The numbers don’t lie. ‘Trump’s shares of the nationwide black, Hispanic and Asian vote in 2016 were two, two and three points greater, respectively, than Mitt Romney’s in 2012’, notes the Wall Street Journal. ‘Even as he lost in 2020, Mr Trump improved on his own performance among these segments by four, three and five points, respectively.’

Yes, Democrats retained an overwhelming majority of black voters and a solid majority of Hispanics at the last presidential election, but the trend is undeniable, and perhaps even accelerating. The latest set of New York Times / Siena polls shows Trump and Biden tied among Hispanics and Trump claiming a striking 20 per cent of black voters. If replicated in November, the latter stat would represent the highest level of black support for any Republican presidential hopeful since the passing of the Civil Rights Act in 1964.

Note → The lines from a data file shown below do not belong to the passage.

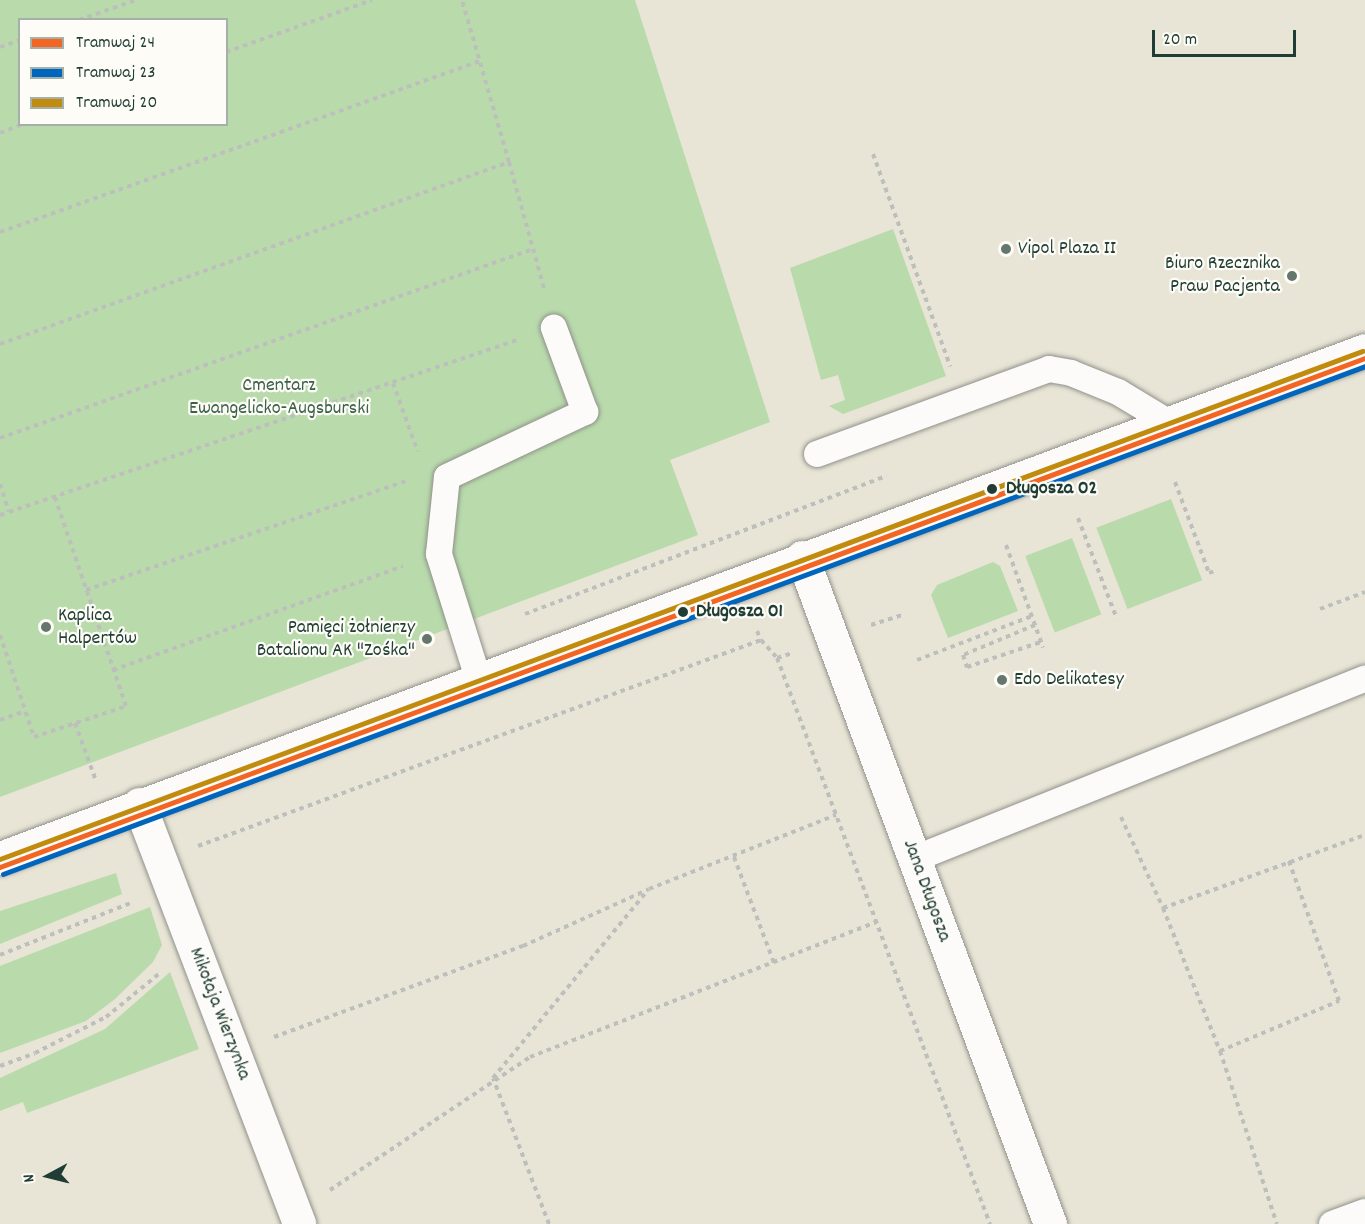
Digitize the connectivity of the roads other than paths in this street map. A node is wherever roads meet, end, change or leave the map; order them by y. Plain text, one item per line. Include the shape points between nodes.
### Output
1 (554, 328) road end
2 (1365, 350) edge
3 (1168, 422) junction
4 (816, 454) dead end
5 (802, 557) junction
6 (478, 678) junction
7 (1365, 680) edge
8 (139, 804) junction
9 (0, 858) edge
10 (914, 859) junction
11 (1365, 1212) edge
12 (297, 1219) edge
13 (1050, 1224) edge
14 (1332, 1224) edge

1 - 6 lane via 585,412 447,477 439,554
2 - 3 street
3 - 4 lane via 1118,392 1071,373 1048,369
3 - 5 street
5 - 6 street
5 - 10 street, Jana Długosza
6 - 8 street
7 - 10 lane
8 - 9 street
8 - 12 street, Mikołaja Wierzynka
10 - 13 street, Jana Długosza
11 - 14 lane

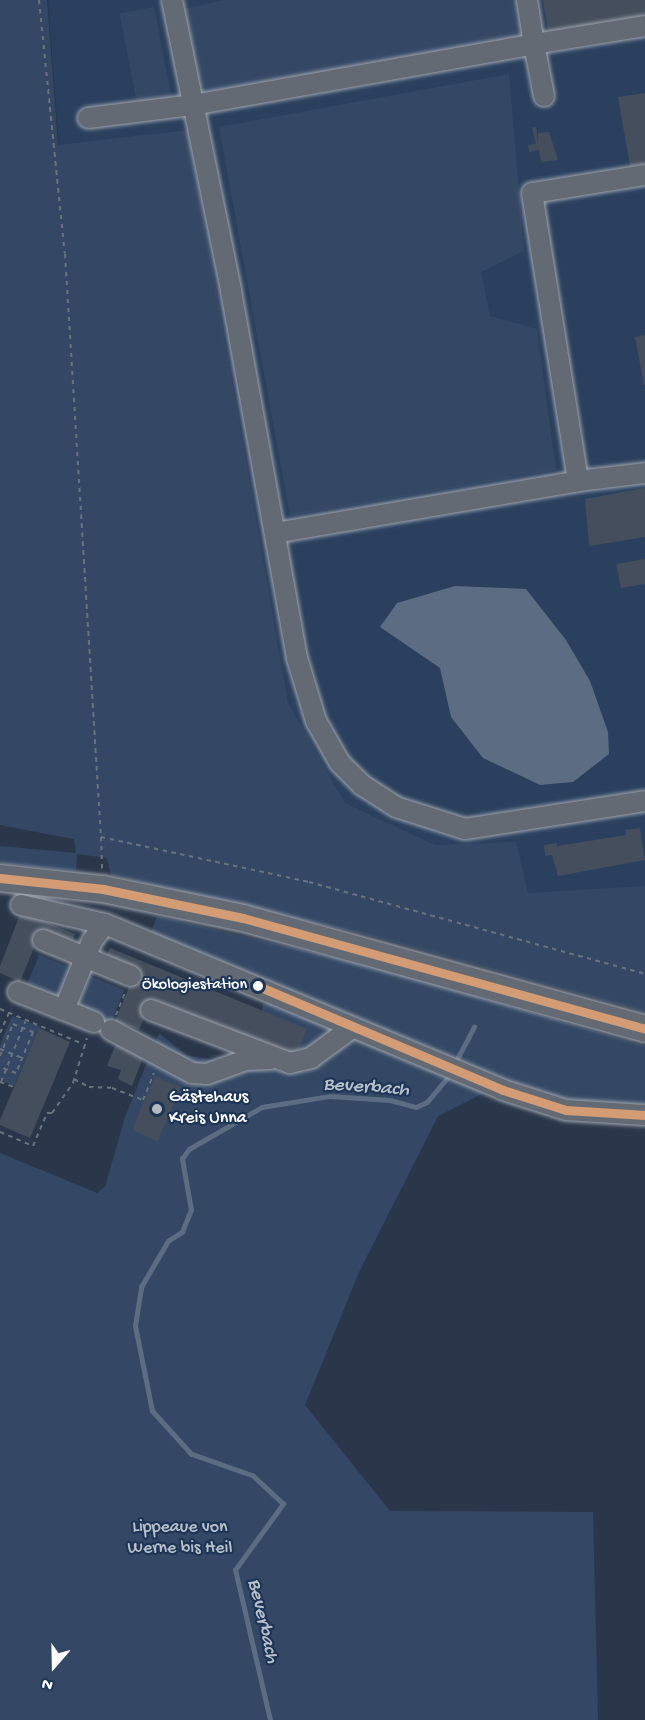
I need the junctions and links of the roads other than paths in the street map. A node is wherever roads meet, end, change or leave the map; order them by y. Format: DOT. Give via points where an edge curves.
graph roads {
  1 [pos="172,0"];
  2 [pos="527,0"];
  3 [pos="645,26"];
  4 [pos="534,44"];
  5 [pos="544,96"];
  6 [pos="194,105"];
  7 [pos="88,118"];
  8 [pos="645,175"];
  9 [pos="645,473"];
  10 [pos="578,481"];
  11 [pos="275,533"];
  12 [pos="645,801"];
  13 [pos="0,878"];
  14 [pos="21,905"];
  15 [pos="105,924"];
  16 [pos="43,940"];
  17 [pos="86,957"];
  18 [pos="131,976"];
  19 [pos="18,992"];
  20 [pos="64,1010"];
  21 [pos="151,1010"];
  22 [pos="353,1027"];
  23 [pos="645,1029"];
  24 [pos="277,1059"];
  25 [pos="645,1115"];
  1 -- 6 [label="lane"];
  2 -- 4 [label="lane"];
  3 -- 4 [label="lane"];
  4 -- 5 [label="lane"];
  4 -- 6 [label="lane"];
  6 -- 7 [label="lane"];
  6 -- 11 [label="lane"];
  8 -- 10 [label="lane" via="532,193"];
  9 -- 10 [label="lane"];
  10 -- 11 [label="lane"];
  11 -- 12 [label="lane" via="297,658 316,722 340,763 362,785 396,807 465,829"];
  13 -- 23 [label="main road" via="103,889 243,918"];
  14 -- 15 [label="lane"];
  15 -- 17 [label="lane"];
  15 -- 22 [label="lane"];
  16 -- 17 [label="lane"];
  17 -- 18 [label="lane"];
  17 -- 20 [label="lane"];
  19 -- 20 [label="lane"];
  20 -- 24 [label="lane" via="192,1073 207,1074 246,1060"];
  21 -- 24 [label="lane"];
  22 -- 24 [label="lane" via="311,1058 290,1063"];
  22 -- 25 [label="lane" via="503,1090 566,1110"];
}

This is something Trump can legitimately take some credit for. As David Shor, a top Democratic consultant and data wonk, points out: ‘Racial [political] polarisation had been steadily increasing from 1992 up until 2016; 2016 is when it reversed course, and a lot of people thought that was an aberration. But [the 2018 Midterms] and 2020 show it’s not. It is very strange, in some ways, that Donald Trump kicked off an era of racial depolarisation.’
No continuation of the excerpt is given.